На редкость посчастливилось и Бору. У него появился первый ассистент еще до появления формальных прав на ассистента. И произошло это во всех отношениях как нельзя более кстати.

…Впору не поверить, но возвращение домой обрекло молодую чету Боров на гораздо более уединенную жизнь. чем в немноголюдном по военному времени кругу резерфордовцев.

Фру Маргарет: Помню, я почувствовала себя ужасно одиноко, потому что не знала в Копенгагенском университете никого… Все жили здесь замкнуто… Студентов у Нильса было немного… И я не припоминаю, чтобы среди них нашелся хоть один датчанин, который приходил бы той осенью к нам домой…

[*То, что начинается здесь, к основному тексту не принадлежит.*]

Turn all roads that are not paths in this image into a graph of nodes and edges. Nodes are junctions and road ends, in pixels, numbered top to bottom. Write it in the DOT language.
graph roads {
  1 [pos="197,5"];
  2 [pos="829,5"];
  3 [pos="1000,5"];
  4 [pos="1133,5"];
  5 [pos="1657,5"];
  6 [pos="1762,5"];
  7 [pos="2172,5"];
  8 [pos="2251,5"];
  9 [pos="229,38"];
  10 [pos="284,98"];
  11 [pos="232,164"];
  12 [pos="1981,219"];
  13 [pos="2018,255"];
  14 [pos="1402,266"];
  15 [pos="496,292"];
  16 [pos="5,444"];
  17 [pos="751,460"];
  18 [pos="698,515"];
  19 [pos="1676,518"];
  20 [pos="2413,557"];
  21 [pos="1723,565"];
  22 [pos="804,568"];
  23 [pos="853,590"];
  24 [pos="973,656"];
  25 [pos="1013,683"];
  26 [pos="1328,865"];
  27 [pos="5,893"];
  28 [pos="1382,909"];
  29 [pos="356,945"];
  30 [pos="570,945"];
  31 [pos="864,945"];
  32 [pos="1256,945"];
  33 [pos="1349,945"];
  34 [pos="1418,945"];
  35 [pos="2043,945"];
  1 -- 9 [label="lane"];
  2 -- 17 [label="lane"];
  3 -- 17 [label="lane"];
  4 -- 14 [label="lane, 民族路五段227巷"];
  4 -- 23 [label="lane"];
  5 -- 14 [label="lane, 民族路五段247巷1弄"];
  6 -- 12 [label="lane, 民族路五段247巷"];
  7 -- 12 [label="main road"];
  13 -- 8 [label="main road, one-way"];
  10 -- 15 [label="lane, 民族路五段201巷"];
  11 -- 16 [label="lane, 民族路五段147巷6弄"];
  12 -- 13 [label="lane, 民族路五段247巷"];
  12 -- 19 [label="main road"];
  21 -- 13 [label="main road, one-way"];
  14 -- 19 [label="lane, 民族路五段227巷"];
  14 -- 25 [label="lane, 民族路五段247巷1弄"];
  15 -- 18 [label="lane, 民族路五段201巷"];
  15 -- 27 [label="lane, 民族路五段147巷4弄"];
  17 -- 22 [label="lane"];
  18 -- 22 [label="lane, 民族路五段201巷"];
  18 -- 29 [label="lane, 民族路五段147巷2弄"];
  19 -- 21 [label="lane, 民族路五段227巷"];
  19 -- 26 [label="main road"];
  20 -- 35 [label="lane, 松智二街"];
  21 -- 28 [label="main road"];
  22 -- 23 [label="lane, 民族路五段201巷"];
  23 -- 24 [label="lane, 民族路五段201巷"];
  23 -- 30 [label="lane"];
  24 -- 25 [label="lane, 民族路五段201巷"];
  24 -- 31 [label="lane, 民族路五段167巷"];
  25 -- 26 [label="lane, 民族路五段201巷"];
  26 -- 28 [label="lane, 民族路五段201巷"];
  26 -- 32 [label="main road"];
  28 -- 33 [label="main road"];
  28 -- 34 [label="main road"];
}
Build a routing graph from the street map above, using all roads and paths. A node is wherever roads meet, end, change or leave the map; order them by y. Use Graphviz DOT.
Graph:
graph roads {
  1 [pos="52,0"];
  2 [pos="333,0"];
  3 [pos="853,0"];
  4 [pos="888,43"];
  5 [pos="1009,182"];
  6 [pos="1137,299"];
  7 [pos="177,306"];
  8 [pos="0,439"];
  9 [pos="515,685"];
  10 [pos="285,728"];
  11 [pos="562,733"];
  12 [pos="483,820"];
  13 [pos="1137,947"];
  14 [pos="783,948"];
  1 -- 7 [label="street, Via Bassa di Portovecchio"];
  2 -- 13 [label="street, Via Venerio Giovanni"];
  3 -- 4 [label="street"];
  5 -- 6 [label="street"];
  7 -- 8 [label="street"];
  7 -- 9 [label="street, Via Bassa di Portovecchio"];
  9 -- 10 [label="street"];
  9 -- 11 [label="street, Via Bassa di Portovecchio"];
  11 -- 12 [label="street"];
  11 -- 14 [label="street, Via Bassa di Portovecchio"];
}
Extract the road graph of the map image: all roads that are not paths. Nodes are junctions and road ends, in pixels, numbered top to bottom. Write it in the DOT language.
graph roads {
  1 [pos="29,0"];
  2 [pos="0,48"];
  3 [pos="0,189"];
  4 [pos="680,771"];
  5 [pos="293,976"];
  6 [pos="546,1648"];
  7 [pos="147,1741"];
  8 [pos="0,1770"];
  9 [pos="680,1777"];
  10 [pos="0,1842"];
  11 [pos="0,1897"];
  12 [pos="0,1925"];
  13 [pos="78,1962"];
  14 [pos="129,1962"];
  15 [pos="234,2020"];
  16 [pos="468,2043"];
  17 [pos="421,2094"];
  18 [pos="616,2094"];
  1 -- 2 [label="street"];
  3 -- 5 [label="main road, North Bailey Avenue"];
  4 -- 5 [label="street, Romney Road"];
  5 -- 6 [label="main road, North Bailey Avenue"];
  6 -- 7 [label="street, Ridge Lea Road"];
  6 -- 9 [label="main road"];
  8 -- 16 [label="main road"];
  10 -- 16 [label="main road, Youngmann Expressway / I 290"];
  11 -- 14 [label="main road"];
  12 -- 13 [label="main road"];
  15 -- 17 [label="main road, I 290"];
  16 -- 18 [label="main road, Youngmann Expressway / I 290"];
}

Так велик был перепад между уровнем, где обитала ищущая мысль Бора, и обыкновенным школярством его первых студентов, что новому профессору грозило невымышленное научное одиночество на новой кафедре. И эта угроза превратилась бы в гнетущую реальность, когда бы не внезапное знакомство с юным голландцем.

В сентябре они уже работали вместе. И скоро к докопенгагенским записям недавнего студента прибавились новые. На очередной записной книжке он вывел заглавие:

«Г.А. Крамерc, сент. 1916, Атомные модели».

На тридцати пяти страницах застыли отзвуки голоса Бора. И еще отчетливей историк может услышать этот голос в записанных Крамерсом боровских замечаниях по поводу студенческих ответов на экзаменах. Зачем записывал их юный ассистент? Едва ли для истории. Просто он сам продолжал учиться. А в Боре увидел не только источник знаний, но и нравственное начало — учителя.

…Они принимались за работу с утра. Чаще — в домашнем кабинете Бора, реже — в служебной комнатке рядом с библиотекой. Место Крамерса было за письменным столом. Место Бора — в любой точке окружающего стол пространства. В этом тесном пространстве слова его шли на Крамерса тихими толпами, сталкиваясь и перепутываясь, чтобы в конце концов все-таки выстроиться на бумаге ровными строками будущей статьи. Но порою Крамерc опускал перо и вскидывал голову, начиная говорить в свой черед. И, застигнутый на ходу его возражениями, Бор останавливался, радостно изумляясь этому сопротивлению: для него оно было сперва совершеннейшей новостью. И как скоро определилось — отраднейшей: он понял — вот чего ему так недоставало!

Фру Маргарет: Да, это было очень счастливое сотрудничество…

Томас Кун: Создалось ли у вас у самой впечатление, что… многое изменилось в излюбленном методе работы профессора Бора?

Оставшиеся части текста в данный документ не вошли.